Les différents bâtiments sont en moellons de granite et présentent des chaînes d'angle et encadrements de baies en pierre de taille. L'élévation antérieure du logis conserve quelques traces ténues de badigeon blanc.
De plan rectangulaire, la maison possède un étage carré surmonté par un comble à deux niveaux. Un remblai est venu enterrer partiellement le rez-de-chaussée en façade principale, permettant l'aménagement d'un degré en granite peu élevé pour desservir l'habitation. L'édifice est coiffé d'un toit en pente raide, à longs pans et croupes couverts de lauzes de schiste. Il est scindé en deux parties séparées par un mur de refend maçonné portant la souche de cheminée monumentale.
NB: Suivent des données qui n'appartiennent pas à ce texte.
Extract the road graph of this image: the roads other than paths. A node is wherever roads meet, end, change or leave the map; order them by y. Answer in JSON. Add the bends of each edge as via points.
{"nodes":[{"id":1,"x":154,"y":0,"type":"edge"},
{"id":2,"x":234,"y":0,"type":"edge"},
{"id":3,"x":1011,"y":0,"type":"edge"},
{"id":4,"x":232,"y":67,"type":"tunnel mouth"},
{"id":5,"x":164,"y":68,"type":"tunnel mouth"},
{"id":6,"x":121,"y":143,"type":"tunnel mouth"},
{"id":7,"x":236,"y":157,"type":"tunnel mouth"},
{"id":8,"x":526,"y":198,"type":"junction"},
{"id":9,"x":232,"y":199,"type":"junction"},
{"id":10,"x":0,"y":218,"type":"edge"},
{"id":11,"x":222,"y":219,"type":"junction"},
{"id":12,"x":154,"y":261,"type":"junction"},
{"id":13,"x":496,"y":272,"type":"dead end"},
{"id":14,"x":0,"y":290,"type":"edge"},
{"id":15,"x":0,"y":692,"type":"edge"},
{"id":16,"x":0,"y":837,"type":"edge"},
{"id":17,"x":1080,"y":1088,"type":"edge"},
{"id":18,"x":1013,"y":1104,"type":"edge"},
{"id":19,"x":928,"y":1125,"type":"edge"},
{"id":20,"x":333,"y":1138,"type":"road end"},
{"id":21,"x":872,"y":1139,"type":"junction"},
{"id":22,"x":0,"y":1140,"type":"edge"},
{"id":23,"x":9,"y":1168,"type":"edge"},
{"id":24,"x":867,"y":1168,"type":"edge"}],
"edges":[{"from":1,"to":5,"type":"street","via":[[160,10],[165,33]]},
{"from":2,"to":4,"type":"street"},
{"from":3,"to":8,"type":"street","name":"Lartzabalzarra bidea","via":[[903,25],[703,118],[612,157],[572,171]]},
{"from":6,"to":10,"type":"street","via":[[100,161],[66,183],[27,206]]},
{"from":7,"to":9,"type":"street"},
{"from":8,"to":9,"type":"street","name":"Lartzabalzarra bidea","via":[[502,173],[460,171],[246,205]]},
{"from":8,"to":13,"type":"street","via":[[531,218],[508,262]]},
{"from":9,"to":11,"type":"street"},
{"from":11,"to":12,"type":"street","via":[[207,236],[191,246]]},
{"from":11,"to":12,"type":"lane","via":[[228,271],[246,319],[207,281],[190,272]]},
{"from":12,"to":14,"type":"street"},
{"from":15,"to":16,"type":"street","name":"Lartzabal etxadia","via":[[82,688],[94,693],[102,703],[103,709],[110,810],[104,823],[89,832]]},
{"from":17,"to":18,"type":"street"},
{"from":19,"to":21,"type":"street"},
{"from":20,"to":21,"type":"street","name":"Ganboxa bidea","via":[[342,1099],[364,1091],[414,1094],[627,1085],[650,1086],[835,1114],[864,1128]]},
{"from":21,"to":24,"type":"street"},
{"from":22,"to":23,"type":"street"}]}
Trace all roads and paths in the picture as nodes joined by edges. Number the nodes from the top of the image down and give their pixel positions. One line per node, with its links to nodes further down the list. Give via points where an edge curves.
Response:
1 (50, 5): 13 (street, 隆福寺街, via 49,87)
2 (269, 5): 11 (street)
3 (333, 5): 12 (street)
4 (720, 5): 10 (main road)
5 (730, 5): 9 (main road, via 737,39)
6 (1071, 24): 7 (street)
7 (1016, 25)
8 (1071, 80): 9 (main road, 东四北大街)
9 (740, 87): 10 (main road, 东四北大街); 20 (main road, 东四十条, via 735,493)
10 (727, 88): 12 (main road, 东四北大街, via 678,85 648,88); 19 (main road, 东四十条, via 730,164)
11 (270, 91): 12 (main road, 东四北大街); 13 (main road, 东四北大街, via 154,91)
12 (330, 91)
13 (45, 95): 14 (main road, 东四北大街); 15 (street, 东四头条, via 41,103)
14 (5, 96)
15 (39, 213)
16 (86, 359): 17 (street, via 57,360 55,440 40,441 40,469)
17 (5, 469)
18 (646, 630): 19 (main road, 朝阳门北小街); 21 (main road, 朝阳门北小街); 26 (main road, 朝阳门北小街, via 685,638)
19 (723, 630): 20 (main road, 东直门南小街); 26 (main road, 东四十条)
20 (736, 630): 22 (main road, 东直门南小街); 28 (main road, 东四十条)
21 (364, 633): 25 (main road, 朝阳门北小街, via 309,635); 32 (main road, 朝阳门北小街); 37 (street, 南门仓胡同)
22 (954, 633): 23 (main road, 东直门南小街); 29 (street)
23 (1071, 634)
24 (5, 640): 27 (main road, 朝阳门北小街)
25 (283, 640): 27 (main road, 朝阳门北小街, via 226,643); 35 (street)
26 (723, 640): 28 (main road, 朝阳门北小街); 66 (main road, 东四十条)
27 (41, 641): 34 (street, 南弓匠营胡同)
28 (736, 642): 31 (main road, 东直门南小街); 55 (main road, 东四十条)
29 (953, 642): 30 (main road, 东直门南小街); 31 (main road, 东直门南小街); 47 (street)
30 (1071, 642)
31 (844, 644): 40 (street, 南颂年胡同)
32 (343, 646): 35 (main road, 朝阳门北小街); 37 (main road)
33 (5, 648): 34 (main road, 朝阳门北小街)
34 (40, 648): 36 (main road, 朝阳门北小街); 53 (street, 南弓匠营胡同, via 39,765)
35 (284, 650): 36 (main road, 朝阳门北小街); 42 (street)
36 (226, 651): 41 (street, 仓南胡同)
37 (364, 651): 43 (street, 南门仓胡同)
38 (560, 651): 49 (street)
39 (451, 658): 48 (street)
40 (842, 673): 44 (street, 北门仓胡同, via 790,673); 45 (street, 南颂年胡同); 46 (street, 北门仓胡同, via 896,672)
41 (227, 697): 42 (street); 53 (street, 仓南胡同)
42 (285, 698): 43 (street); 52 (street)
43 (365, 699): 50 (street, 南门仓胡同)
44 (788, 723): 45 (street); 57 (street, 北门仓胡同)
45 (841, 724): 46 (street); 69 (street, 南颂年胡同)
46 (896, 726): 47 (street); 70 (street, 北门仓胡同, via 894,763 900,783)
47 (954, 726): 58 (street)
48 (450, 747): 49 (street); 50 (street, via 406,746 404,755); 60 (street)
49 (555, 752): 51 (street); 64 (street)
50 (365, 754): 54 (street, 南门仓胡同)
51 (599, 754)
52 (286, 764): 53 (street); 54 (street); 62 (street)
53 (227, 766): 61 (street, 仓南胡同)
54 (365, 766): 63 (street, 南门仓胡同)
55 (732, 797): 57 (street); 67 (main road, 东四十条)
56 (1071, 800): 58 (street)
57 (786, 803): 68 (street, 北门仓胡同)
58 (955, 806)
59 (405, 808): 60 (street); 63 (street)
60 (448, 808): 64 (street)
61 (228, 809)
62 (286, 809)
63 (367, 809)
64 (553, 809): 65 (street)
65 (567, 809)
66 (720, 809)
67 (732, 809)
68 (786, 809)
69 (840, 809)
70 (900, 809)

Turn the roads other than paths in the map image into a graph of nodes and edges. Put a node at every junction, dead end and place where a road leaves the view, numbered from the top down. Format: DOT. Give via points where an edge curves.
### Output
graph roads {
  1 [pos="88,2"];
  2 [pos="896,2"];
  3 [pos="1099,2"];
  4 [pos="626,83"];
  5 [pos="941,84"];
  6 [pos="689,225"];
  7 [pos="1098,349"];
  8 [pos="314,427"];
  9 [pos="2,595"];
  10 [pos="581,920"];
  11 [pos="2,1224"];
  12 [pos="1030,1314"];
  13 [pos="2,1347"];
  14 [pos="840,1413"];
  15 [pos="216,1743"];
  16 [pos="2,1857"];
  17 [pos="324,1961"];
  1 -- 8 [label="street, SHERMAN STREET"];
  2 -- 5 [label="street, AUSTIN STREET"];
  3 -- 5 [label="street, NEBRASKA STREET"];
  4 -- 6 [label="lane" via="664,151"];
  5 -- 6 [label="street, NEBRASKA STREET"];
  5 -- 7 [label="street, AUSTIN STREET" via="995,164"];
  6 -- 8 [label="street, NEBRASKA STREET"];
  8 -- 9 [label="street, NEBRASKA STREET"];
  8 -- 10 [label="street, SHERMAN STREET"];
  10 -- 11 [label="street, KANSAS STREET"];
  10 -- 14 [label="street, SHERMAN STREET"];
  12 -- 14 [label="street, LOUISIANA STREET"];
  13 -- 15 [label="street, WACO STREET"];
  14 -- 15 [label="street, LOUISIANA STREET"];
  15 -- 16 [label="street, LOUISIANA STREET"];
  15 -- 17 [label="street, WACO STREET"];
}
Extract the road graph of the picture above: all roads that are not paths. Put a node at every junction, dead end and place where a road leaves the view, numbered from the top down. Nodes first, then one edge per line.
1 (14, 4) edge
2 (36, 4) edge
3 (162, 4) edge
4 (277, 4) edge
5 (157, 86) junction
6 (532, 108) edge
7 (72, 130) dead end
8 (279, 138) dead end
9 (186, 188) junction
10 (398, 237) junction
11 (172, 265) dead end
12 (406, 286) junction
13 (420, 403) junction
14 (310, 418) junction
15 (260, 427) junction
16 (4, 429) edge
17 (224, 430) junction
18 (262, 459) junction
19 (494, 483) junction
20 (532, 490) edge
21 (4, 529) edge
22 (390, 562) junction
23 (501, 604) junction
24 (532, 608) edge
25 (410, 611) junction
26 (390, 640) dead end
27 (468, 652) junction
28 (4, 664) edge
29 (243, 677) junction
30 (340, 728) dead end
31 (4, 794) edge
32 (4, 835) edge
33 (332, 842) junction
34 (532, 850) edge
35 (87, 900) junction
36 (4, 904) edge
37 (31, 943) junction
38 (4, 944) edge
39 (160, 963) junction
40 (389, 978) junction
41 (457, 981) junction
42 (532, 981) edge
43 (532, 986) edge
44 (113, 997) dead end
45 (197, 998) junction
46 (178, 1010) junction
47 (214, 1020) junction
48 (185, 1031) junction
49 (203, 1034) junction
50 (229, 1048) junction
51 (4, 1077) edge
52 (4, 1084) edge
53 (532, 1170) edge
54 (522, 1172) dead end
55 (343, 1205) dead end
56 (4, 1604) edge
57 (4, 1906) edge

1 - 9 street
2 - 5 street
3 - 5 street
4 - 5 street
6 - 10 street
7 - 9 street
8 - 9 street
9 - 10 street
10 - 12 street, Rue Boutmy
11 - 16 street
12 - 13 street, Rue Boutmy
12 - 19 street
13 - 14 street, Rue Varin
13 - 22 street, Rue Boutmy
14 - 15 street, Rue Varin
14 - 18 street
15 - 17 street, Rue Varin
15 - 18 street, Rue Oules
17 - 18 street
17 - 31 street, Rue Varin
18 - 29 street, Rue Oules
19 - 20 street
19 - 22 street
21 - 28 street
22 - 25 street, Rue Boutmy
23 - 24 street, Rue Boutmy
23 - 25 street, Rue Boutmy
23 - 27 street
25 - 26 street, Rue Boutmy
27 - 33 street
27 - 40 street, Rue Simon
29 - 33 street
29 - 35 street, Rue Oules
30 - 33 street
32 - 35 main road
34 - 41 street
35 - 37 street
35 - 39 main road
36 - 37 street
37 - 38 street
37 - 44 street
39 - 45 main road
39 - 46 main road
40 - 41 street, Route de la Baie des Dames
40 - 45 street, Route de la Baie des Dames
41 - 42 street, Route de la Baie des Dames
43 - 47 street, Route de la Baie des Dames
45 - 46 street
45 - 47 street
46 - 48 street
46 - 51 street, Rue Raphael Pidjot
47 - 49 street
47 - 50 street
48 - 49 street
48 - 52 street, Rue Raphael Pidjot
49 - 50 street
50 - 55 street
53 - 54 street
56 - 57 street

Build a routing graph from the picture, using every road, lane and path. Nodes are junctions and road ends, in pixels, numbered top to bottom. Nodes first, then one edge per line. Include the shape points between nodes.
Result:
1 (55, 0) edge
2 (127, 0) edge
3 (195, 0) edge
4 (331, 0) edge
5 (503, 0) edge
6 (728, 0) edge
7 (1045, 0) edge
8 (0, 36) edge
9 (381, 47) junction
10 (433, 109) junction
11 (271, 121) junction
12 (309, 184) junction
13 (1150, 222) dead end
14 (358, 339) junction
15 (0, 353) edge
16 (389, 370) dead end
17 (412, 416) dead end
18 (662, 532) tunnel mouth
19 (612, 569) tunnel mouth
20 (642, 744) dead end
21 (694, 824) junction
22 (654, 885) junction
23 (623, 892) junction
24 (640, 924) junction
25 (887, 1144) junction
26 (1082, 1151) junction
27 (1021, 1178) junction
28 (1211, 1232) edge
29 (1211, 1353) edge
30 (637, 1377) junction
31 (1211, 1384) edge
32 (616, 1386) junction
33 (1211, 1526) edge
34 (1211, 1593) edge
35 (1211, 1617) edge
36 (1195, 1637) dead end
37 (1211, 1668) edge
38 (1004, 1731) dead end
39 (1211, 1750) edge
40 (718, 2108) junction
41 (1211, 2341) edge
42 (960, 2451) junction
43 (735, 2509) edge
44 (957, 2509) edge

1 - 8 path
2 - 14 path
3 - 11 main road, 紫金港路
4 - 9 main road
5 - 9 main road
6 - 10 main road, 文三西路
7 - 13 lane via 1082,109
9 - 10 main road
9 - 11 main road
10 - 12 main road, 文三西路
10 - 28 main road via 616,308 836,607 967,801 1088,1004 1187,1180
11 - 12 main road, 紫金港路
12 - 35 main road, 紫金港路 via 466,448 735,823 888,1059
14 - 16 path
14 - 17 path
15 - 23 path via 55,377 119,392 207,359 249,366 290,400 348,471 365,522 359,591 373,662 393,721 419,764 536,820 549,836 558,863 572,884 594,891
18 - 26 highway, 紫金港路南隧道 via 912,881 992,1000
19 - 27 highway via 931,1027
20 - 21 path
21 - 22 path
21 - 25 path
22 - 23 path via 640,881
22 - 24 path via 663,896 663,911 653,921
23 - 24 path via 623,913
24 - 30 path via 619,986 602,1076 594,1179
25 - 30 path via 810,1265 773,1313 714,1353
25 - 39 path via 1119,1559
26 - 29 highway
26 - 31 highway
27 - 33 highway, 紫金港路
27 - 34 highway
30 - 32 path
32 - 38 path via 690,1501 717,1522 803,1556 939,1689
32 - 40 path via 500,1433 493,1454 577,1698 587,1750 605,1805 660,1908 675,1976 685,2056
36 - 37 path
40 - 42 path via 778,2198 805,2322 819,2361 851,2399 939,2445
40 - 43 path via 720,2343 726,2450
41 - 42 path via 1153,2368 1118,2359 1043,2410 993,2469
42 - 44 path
Les élévations sont à trois travées en façade principale, et deux travées en façade latérale.
L'habitation est disposée à l'étage, surmontant plusieurs espaces utilitaires qui occupent le rez-de-chaussée et ouvrent sur la cour. Percées au premier niveau de la façade latérale, une porte bâtarde à arc en anse-de-panier aplati et une porte piétonne à linteau signalent la présence de parties agricoles, servant notament d'étable. En façade principale, une porte basse chanfreinée, probablement remployée et associée à une baie d'imposte en arc segmentaire, permet d'accéder au fournil qui est installé à l'extrémité ouest du rez-de-chaussée. La cheminée du four présente un manteau en arc segmentaire très surbaissé.
La répartition des baies au deuxième niveau est induite par la présence de deux pièces juxtaposées en façade, auxquelles se rajoutent d'autres pièces de vie et de service disposées à l'arrière. Sur l'élévation antérieure, la porte d'entrée à baie d'imposte est associée à deux fenêtres éclairant la pièce commune située à droite du refend et de la cheminée principale, tandis qu'une troisième baie, transformée en porte-fenêtre dans un second temps, apparaît isolée au centre de la partie gauche. Les trois fenêtres sont surmontées de lucarnes à deux pans éclairant le premier niveau de comble. Les différentes ouvertures se caractérisent par un encadrement à arc segmentaire monolithe. La façade postérieure révèle la présence d'une souillarde interne (pierre d'écoulement et jour d'éclairage) et peut-être de latrines dont il ne subsiste que des traces en négatif visibles près de la chaîne d'angle nord-est.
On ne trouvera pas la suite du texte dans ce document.